**Your goal**
Using the records that follow, copy every line containing the word "Химиков".

**Supplied material**

-*-

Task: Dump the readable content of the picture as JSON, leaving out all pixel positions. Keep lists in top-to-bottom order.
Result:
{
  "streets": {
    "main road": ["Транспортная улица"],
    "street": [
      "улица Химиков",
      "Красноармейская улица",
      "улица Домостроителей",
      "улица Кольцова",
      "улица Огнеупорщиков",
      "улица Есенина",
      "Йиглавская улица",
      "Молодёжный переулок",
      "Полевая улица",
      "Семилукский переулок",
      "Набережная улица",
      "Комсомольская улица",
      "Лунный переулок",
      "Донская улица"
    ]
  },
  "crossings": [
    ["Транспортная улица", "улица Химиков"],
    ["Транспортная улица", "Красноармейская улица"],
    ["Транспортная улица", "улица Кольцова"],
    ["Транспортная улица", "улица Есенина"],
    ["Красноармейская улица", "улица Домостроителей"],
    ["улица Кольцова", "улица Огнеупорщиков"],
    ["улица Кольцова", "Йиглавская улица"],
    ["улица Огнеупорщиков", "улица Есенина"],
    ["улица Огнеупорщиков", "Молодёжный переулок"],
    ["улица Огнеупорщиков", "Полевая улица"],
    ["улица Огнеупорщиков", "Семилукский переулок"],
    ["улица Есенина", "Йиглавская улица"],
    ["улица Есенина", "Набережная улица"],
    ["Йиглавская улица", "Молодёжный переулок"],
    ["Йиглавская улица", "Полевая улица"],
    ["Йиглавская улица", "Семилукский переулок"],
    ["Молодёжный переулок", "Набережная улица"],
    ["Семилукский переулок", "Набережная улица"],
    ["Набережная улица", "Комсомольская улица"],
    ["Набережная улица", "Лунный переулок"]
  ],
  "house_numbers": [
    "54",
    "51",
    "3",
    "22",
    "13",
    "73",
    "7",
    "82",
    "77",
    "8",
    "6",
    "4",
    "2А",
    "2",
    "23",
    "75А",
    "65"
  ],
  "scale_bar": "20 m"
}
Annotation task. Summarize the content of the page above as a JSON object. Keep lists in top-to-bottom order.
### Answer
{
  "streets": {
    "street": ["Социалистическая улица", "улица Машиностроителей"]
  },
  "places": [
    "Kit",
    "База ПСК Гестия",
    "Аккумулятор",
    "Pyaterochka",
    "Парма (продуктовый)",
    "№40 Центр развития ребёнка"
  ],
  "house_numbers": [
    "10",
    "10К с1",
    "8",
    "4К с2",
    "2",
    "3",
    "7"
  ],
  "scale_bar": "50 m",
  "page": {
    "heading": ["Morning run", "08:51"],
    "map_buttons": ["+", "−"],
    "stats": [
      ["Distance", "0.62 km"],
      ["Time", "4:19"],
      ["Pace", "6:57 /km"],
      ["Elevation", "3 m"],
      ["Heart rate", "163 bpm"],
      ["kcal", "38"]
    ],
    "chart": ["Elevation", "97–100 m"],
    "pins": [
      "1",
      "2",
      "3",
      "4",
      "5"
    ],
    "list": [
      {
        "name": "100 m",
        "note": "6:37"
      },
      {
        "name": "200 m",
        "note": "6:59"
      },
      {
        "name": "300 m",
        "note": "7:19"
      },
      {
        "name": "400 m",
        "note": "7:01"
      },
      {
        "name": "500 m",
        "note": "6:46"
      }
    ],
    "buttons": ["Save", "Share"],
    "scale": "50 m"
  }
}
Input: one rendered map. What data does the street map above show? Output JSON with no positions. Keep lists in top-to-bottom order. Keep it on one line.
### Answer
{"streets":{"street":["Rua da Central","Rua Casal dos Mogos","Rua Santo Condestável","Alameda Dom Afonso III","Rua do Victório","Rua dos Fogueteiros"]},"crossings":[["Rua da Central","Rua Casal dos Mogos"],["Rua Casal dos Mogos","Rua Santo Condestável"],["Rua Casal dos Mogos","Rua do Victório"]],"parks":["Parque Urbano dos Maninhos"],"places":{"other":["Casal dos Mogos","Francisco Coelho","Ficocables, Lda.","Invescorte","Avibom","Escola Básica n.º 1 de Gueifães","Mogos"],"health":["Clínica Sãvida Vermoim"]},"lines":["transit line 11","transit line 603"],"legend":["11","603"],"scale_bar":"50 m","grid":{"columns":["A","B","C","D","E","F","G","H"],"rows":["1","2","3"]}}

-*-

**Result**
      "улица Химиков",
    ["Транспортная улица", "улица Химиков"],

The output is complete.